▸ Exercise goal: Without including pictures, set down every record exactly as it stands.

▸ Data section:
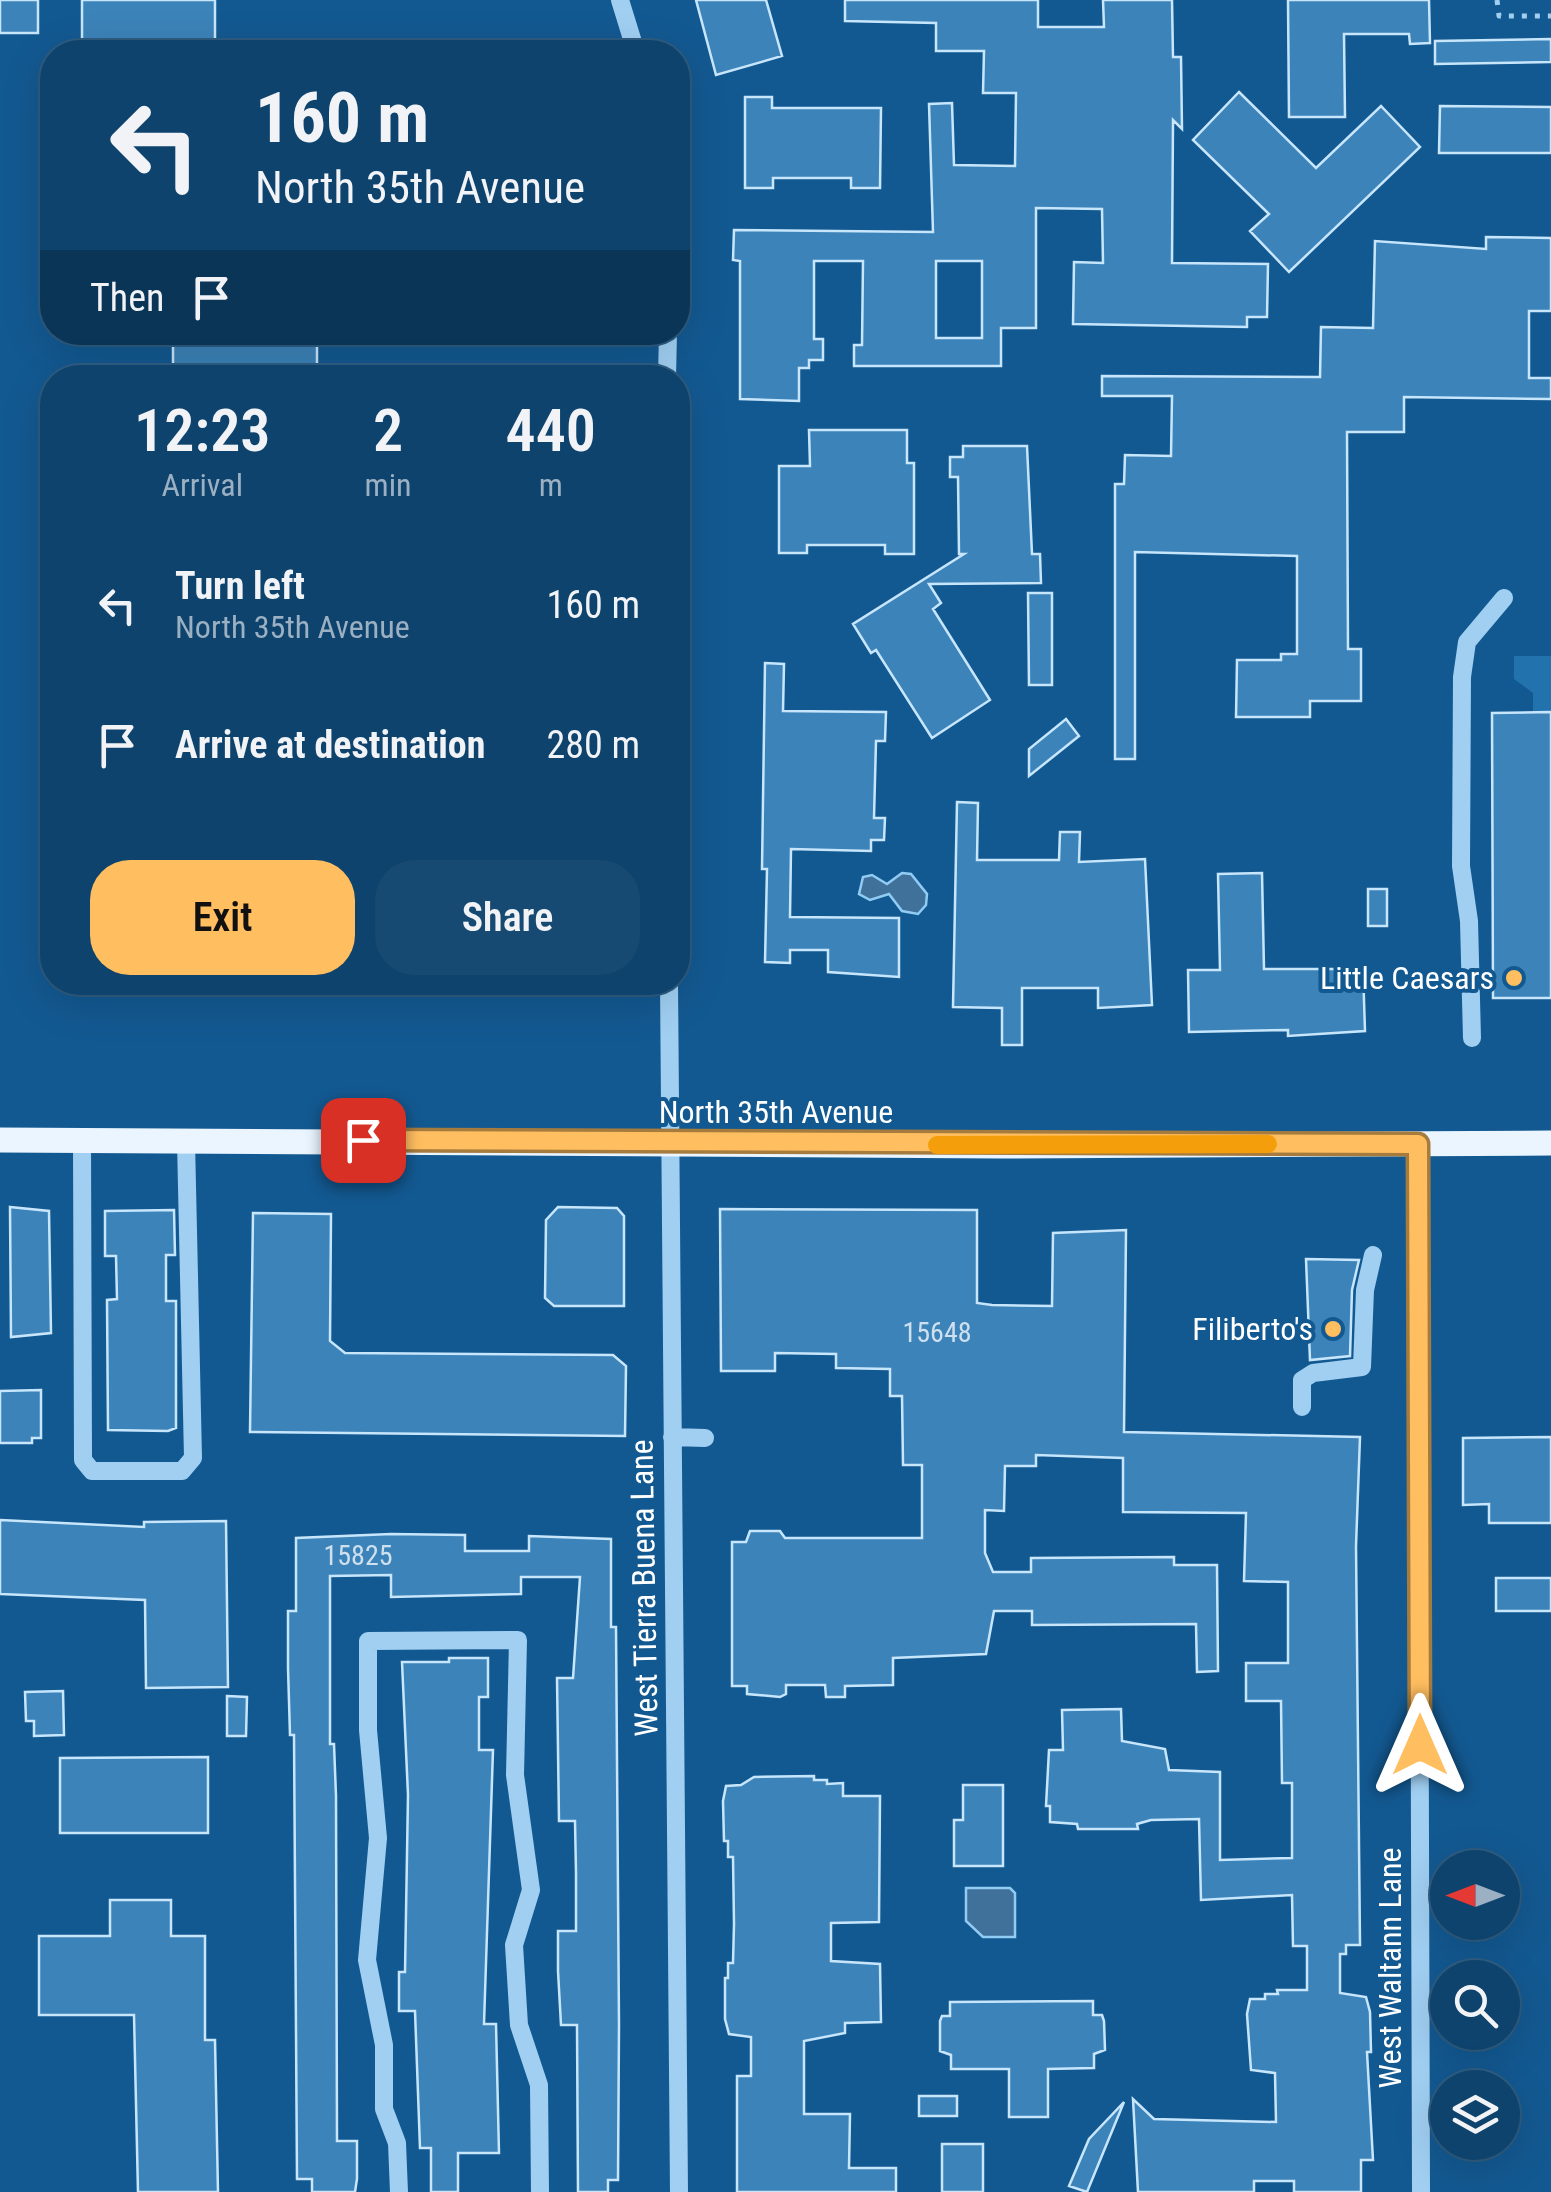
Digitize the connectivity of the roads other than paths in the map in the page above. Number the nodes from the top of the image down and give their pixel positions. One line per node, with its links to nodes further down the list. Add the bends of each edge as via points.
1 (620, 0): 2 (street)
2 (632, 40)
3 (1504, 598): 5 (street, via 1467,642 1462,677 1461,866)
4 (668, 995): 10 (street, West Tierra Buena Lane)
5 (1472, 1038)
6 (0, 1140): 7 (main road, North 35th Avenue)
7 (82, 1141): 8 (main road, North 35th Avenue); 8 (street, via 83,1460 92,1471 182,1471 194,1458)
8 (186, 1141): 10 (main road, North 35th Avenue)
9 (1551, 1143): 11 (main road, North 35th Avenue)
10 (668, 1144): 11 (main road, North 35th Avenue); 14 (street, West Tierra Buena Lane)
11 (1418, 1144): 19 (street, West Waltann Lane)
12 (1374, 1254): 13 (street, via 1362,1367 1302,1380)
13 (1302, 1407)
14 (672, 1437): 15 (street); 18 (street, West Tierra Buena Lane)
15 (705, 1438)
16 (399, 2192): 17 (street, via 397,2144 384,2109 384,2045 366,1960 378,1838 368,1641 518,1640 515,1775 531,1890 514,1945 520,2025 538,2085)
17 (540, 2192)
18 (679, 2192)
19 (1420, 2192)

▸ Expected answer:
Digitize the connectivity of the roads other than paths in the map in the page above. Number the nodes from the top of the image down and give their pixel positions. One line per node, with its links to nodes further down the list. Add the bends of each edge as via points.
1 (620, 0): 2 (street)
2 (632, 40)
3 (1504, 598): 5 (street, via 1467,642 1462,677 1461,866)
4 (668, 995): 10 (street, West Tierra Buena Lane)
5 (1472, 1038)
6 (0, 1140): 7 (main road, North 35th Avenue)
7 (82, 1141): 8 (main road, North 35th Avenue); 8 (street, via 83,1460 92,1471 182,1471 194,1458)
8 (186, 1141): 10 (main road, North 35th Avenue)
9 (1551, 1143): 11 (main road, North 35th Avenue)
10 (668, 1144): 11 (main road, North 35th Avenue); 14 (street, West Tierra Buena Lane)
11 (1418, 1144): 19 (street, West Waltann Lane)
12 (1374, 1254): 13 (street, via 1362,1367 1302,1380)
13 (1302, 1407)
14 (672, 1437): 15 (street); 18 (street, West Tierra Buena Lane)
15 (705, 1438)
16 (399, 2192): 17 (street, via 397,2144 384,2109 384,2045 366,1960 378,1838 368,1641 518,1640 515,1775 531,1890 514,1945 520,2025 538,2085)
17 (540, 2192)
18 (679, 2192)
19 (1420, 2192)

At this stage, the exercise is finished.